Longtime Kennedy Center president Michael Kaiser

Image: Ilan Mizrahi

Tell us where arts groups stand right now, with many doors still closed or just now reopening.

"When the pandemic started, we offered a free hour of consultation to any arts organization that wanted it. We ended up with 431 hours of conversation. We’ve shared with them that there are four phases to this pandemic.

"In Phase 1, with everyone staying home, organizations did an amazingly good job of pivoting, getting their boards involved, hosting events and galas online, etc. The result was that when their fiscal years ended in June, many of them were in better shape than they would have normally been.

"Now, in Phase 2, with their PPP [Paycheck Protection Program] funds used up and no idea when a vaccine might be available, there will be more layoffs and furloughs, and groups will need to decide whether to “hibernate” or not. When I say hibernate, I mean not shutting their doors, but really going quiet and spending as little money as possible. In Phase 3, when there is a vaccine, and when people can get together again, competition will return, including from Hollywood, movies and so forth, and organizations will have to work hard and be very careful. How are they going to get people to start showing up again, at one location, at 7:30 p.m., for a $100 ticket, when they have been seeing a lot online for free? And Phase 4 is when the pandemic is over, but they need to remember it and the lessons they’ve learned from it.

"One of those lessons is about keeping donors in your family—all the time—and not relying on earned income from ticket sales. We’re advising organizations to be as interesting as they can be, to build on what they’ve done online, and to do a lot of long-term planning, not just six to nine months ahead."

In turning around financially threatened institutions before, what steps or skills have you seen that are required?

"Well, what’s different now is that we’ve never had a period when we couldn’t earn money before, when you can’t sell tickets. But what still applies is what I call 'the cycle.' It starts with the arts organizations that are doing the most exciting art. And then it becomes about marketing, both programmatic marketing and institutional marketing, where you get people to feel that this organization is so cool they want to be involved, sit on boards, give money. When art is great and marketing is strong, that’s what happens. But the irony is that when organizations face financial challenges, those are the two things they cut first. And that gives their people—their family—a chance to wander off to other groups."

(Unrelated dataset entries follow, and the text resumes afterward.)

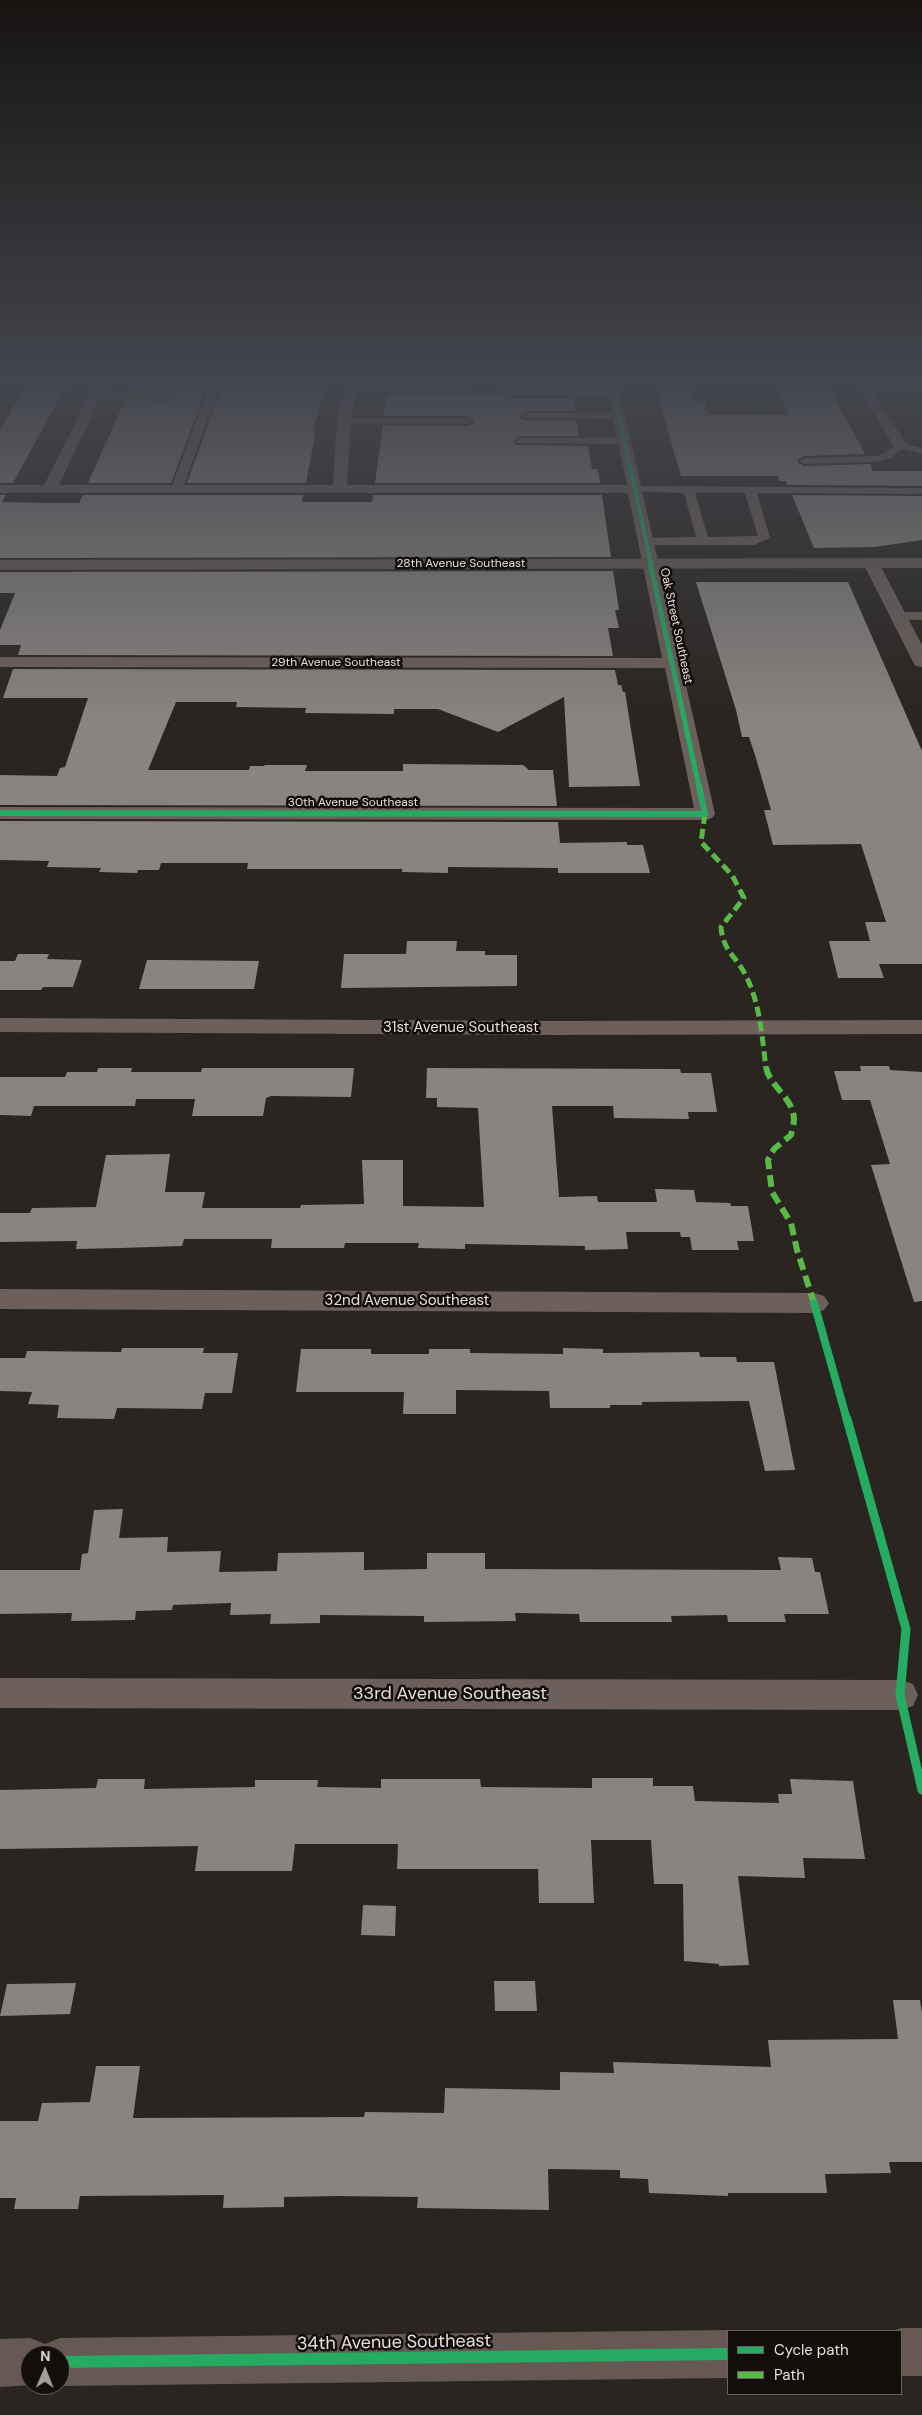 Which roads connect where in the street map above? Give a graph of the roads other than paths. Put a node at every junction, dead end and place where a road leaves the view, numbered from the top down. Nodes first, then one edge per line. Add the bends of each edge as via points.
1 (636, 497) edge
2 (691, 497) edge
3 (752, 497) edge
4 (646, 541) junction
5 (703, 541) junction
6 (871, 563) junction
7 (922, 563) edge
8 (651, 564) junction
9 (0, 565) edge
10 (898, 616) junction
11 (922, 616) edge
12 (0, 662) edge
13 (922, 662) edge
14 (672, 663) junction
15 (0, 814) edge
16 (705, 814) joint
17 (0, 1025) edge
18 (922, 1027) edge
19 (0, 1299) edge
20 (814, 1303) dead end
21 (0, 1693) edge
22 (900, 1695) dead end
23 (902, 2352) edge
24 (922, 2352) edge
25 (727, 2354) edge
26 (20, 2362) edge
27 (70, 2362) edge
28 (0, 2363) edge

1 - 4 street, Oak Street Southeast
2 - 5 lane
3 - 5 lane via 764,538 754,541
4 - 5 lane
4 - 8 street, Oak Street Southeast
6 - 7 street, 28th Avenue Southeast
6 - 8 street, 28th Avenue Southeast
6 - 10 street
8 - 9 street, 28th Avenue Southeast
8 - 14 street, Oak Street Southeast
10 - 11 lane
10 - 13 street
12 - 14 street, 29th Avenue Southeast
14 - 16 street, Oak Street Southeast
15 - 16 street, 30th Avenue Southeast
17 - 18 street, 31st Avenue Southeast
19 - 20 street, 32nd Avenue Southeast
21 - 22 street, 33rd Avenue Southeast
23 - 24 street
25 - 27 street, 34th Avenue Southeast
26 - 28 street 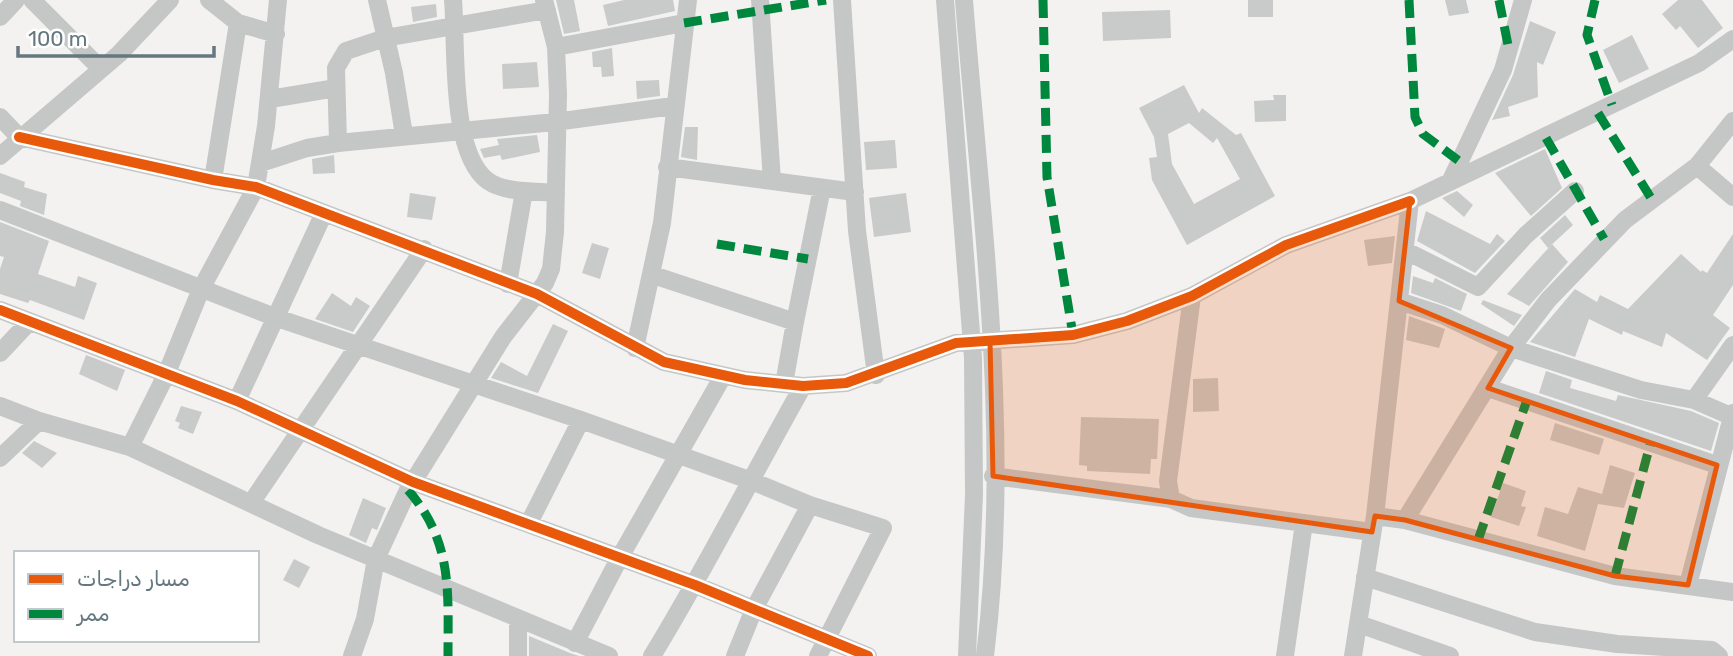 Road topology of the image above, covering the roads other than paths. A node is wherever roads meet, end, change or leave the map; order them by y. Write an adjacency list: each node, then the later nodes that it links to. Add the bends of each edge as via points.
1 (16, 0): 15 (street)
2 (32, 0): 23 (street)
3 (170, 0): 23 (street)
4 (209, 0): 16 (street)
5 (278, 0): 19 (street)
6 (377, 0): 20 (street)
7 (453, 0): 18 (street)
8 (688, 0): 17 (street)
9 (760, 0): 40 (street)
10 (842, 0): 45 (street)
11 (944, 0): 64 (street)
12 (964, 0): 63 (street)
13 (1523, 0): 39 (street, via 1503,70)
14 (546, 5): 18 (street); 22 (street)
15 (0, 18)
16 (238, 23): 19 (street); 38 (street)
17 (684, 23): 22 (street); 26 (street)
18 (455, 25): 20 (street); 30 (street)
19 (276, 34): 25 (street)
20 (385, 38): 24 (street, via 346,51 336,68); 31 (street)
21 (1733, 39): 39 (street, via 1699,63)
22 (556, 47): 29 (street)
23 (101, 69): 32 (street)
24 (335, 88): 25 (street); 33 (street)
25 (270, 99): 35 (street)
26 (673, 106): 29 (street); 37 (street)
27 (0, 117): 32 (street)
28 (1733, 121): 36 (street)
29 (555, 122): 30 (street); 46 (street)
30 (463, 131): 31 (street); 43 (street, via 471,159 486,180)
31 (404, 135): 33 (street)
32 (19, 137): 34 (street); 38 (street)
33 (338, 143): 35 (street)
34 (0, 156)
35 (261, 163): 41 (street)
36 (1697, 166): 47 (street); 68 (street, via 1604,239)
37 (667, 167): 40 (street); 53 (street)
38 (212, 180): 41 (street)
39 (1451, 180): 48 (street)
40 (772, 181): 42 (street)
41 (256, 187): 50 (street); 55 (street)
42 (822, 188): 45 (street); 62 (street)
43 (524, 191): 46 (street); 54 (street)
44 (1575, 191): 52 (street, via 1545,216 1478,288)
45 (855, 192): 70 (street)
46 (556, 193): 56 (street, via 551,270)
47 (1733, 197)
48 (1410, 201): 52 (street); 57 (street, via 1286,245)
49 (0, 210): 55 (street)
50 (324, 214): 51 (street); 60 (street)
51 (424, 249): 54 (street); 65 (street)
52 (1406, 251): 58 (street)
53 (653, 275): 62 (street); 67 (street)
54 (508, 284): 56 (street)
55 (201, 289): 60 (street); 71 (street)
56 (537, 294): 67 (street); 74 (street)
57 (1192, 296): 63 (street, via 1127,321 1073,335); 91 (street, via 1168,481)
58 (1399, 301): 68 (street, via 1442,315); 97 (street)
59 (0, 310): 61 (street)
60 (277, 318): 65 (street); 78 (street)
61 (29, 322): 69 (street); 71 (street)
62 (794, 322): 73 (street)
63 (990, 341): 64 (street); 88 (street)
64 (971, 342): 70 (street, via 932,350); 116 (street, via 974,495)
65 (357, 344): 74 (street); 83 (street)
66 (1733, 345): 77 (street)
67 (635, 348): 72 (street, via 664,362)
68 (1511, 348): 76 (street); 77 (street, via 1641,390)
69 (0, 353)
70 (876, 374): 75 (street, via 846,383)
71 (166, 375): 78 (street); 84 (street)
72 (723, 376): 73 (street); 85 (street)
73 (784, 384): 75 (street)
74 (473, 386): 81 (street); 90 (street)
75 (803, 386): 89 (street)
76 (1488, 388): 87 (street); 94 (street)
77 (1694, 400): 80 (street)
78 (237, 401): 83 (street)
79 (0, 406): 82 (street)
80 (1732, 415): 87 (street)
81 (581, 420): 85 (street); 95 (street)
82 (39, 421): 84 (street); 86 (street)
83 (300, 428): 90 (street); 92 (street)
84 (130, 447): 92 (street)
85 (680, 455): 89 (street); 98 (street)
86 (0, 458)
87 (1717, 465): 102 (street)
88 (993, 476): 91 (street); 117 (street)
89 (749, 480): 93 (street); 101 (street)
90 (413, 482): 95 (street); 99 (street)
91 (1171, 499): 96 (street, via 1191,508)
92 (251, 503): 99 (street)
93 (810, 505): 104 (street); 107 (street, via 883,528)
94 (1405, 520): 97 (street); 102 (street, via 1615,576)
95 (529, 523): 98 (street)
96 (1304, 523): 97 (street); 118 (street)
97 (1373, 524): 100 (street)
98 (620, 557): 101 (street); 108 (street)
99 (376, 559): 105 (street); 109 (street, via 365,619)
100 (1365, 577): 106 (street); 121 (street, via 1535,632 1617,644 1712,650)
101 (695, 585): 104 (street); 112 (street)
102 (1688, 585): 103 (street)
103 (1733, 592)
104 (754, 609): 107 (street); 113 (street)
105 (518, 621): 108 (street); 110 (street)
106 (1359, 624): 119 (street); 120 (street)
107 (825, 639): 114 (street); 115 (street)
108 (581, 649): 111 (street)
109 (352, 656)
110 (518, 656)
111 (609, 656)
112 (653, 656)
113 (734, 656)
114 (818, 656)
115 (868, 656)
116 (967, 656)
117 (985, 656)
118 (1285, 656)
119 (1353, 656)
120 (1450, 656)
121 (1719, 656) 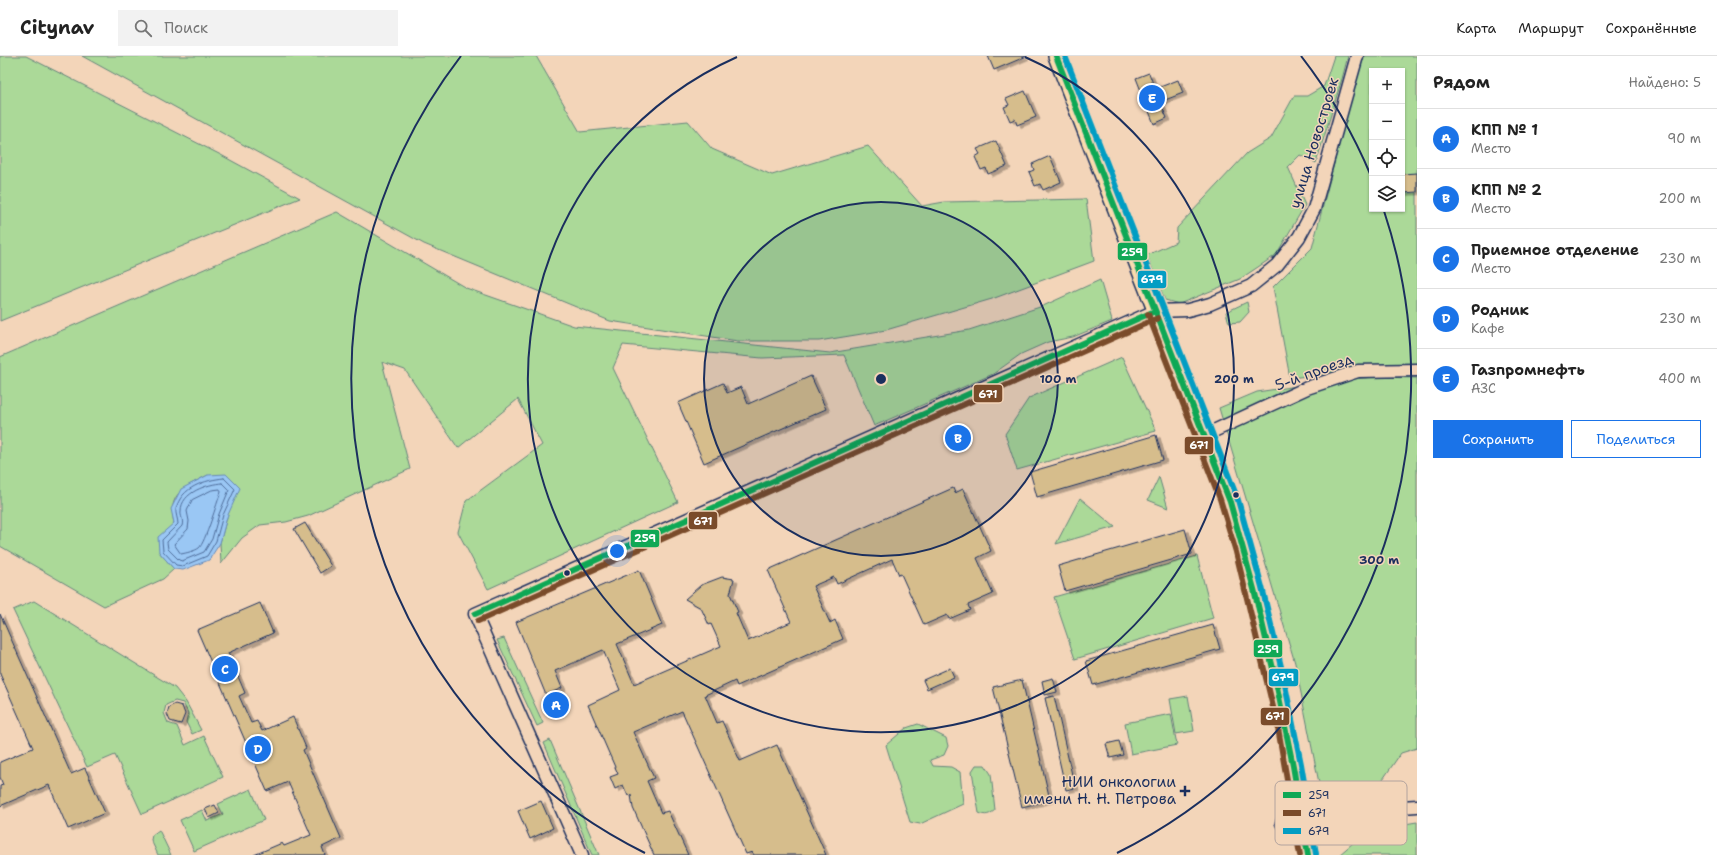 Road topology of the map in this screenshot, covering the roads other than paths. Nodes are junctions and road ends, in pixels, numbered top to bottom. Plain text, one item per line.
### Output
1 (1056, 56) edge
2 (1357, 56) edge
3 (1155, 311) junction
4 (1417, 370) edge
5 (1205, 436) junction
6 (1296, 781) edge
7 (1417, 806) edge
8 (1407, 807) edge
9 (1307, 845) edge
10 (582, 855) edge
11 (1308, 855) edge

1 - 3 main road
2 - 3 street, улица Новостроек
3 - 5 main road
3 - 10 street
4 - 5 street, 5-й проезд
5 - 6 main road
7 - 8 street
9 - 11 main road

So how many arts organizations will we lose because of Covid-19?

"I don’t think we’re going to lose most of them. The tiny ones are already used to doing with very little; they can withdraw and return, be resilient. The very largest ones may be losing the most, but they have huge endowments and big donors. I’m the most concerned with the mid-sized ones. If they’re careful, they can survive, but the longer the pandemic lasts, it’s harder."

Do you know the Sarasota arts community yet enough to predict its future?

"I’ve been to performances here, but I don’t know it well yet. I know there is enough money in Sarasota [to keep the arts going], but I don’t know the depth of the donor base well enough. The quality of the arts is there, though. It’s a wonderful, beautiful city."